"Année un" est le premier des sept tomes de la version française de la série "Wonder Woman" du "Rebirth", nouvelle ère éditoriale lancée en août 2016 (la cinquième pour le titre "Wonder Woman"), qui succède aux "New 52" (volume quatre ; 2011-2016), connus en France sous le nom de "Renaissance DC". Ce recueil inclut les versions françaises des "Wonder Woman" #2, 4, 6, 8, 10, 12 et 14 (seulement les numéros pairs ; ils couvrent la période de septembre 2016 à mars 2017). Cet ouvrage relié (format 18,7 × 28,2 cm) est sorti en juin 2017 dans la collection "DC Rebirth" d'Urban Comics ; il compte cent trente-sept planches avec les couvertures et huit pages de bonus (variantes de couvertures, étude graphique).
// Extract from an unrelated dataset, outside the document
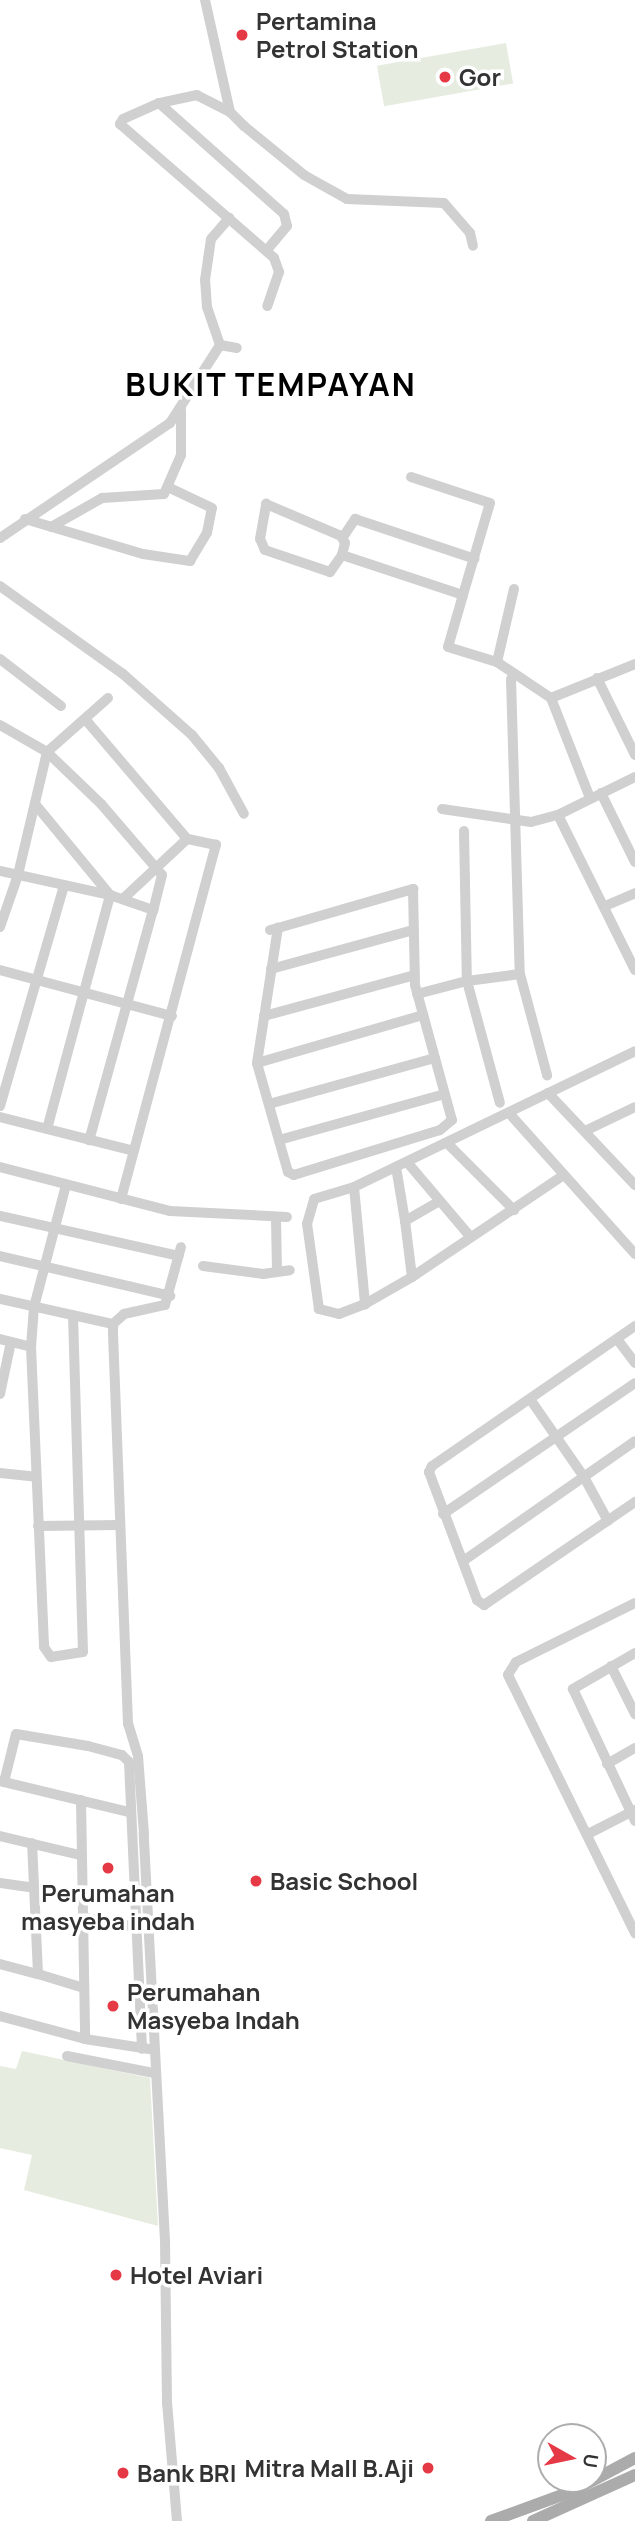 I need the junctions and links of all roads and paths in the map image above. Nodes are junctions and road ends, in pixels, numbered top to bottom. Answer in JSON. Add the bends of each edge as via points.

Ces sept numéros sont écrits par le Californien Greg Rucka. Rucka est un habitué de l'Amazone (cf. "Greg Rucka présente Wonder Woman"). L'Australienne Nicola Scott est l'illustratrice attitrée de la série : elle a réalisé les dessins et encré les planches de tous les numéros, sauf du #8, qui a été produit (les dessins et l'encrage) par une autre artiste, la Brésilienne Bilquis Evely. Le Philippin Romulo Fajardo Jr. compose la mise en couleurs des sept parties.
Une nuit, en pleine forêt. Steve Trevor et son camarade Nick, des Navy SEALs, essaient de se repérer ; ils sont vraisemblablement en plein exercice. Nick craint qu'ils soient perdus. Steve l'informe que le GPS est "foutu" ; cela conforte Nick dans son hypothèse. Trevor lui indique un chemin à suivre ; il s'est repéré grâce aux étoiles. Au même moment, sur l'île du Paradis, quelques Amazones observent les étoiles. Aréto cherche à stimuler l'enthousiasme de Diana pour la voûte céleste. Sait-elle ce que les étoiles peuvent leur apprendre ? Les cieux lui ont-ils déjà révélé tous leurs mystères ? Pourquoi Diana regarde-t-elle l'horizon, plutôt que de lever les yeux ? Mais Diana répond que si ses sœurs ont toutes des souvenirs du monde qu'elles ont quitté - aussi douloureux soient-ils -, elle n'a jamais vu ce qui se trouvait au-delà des côtes de leur île...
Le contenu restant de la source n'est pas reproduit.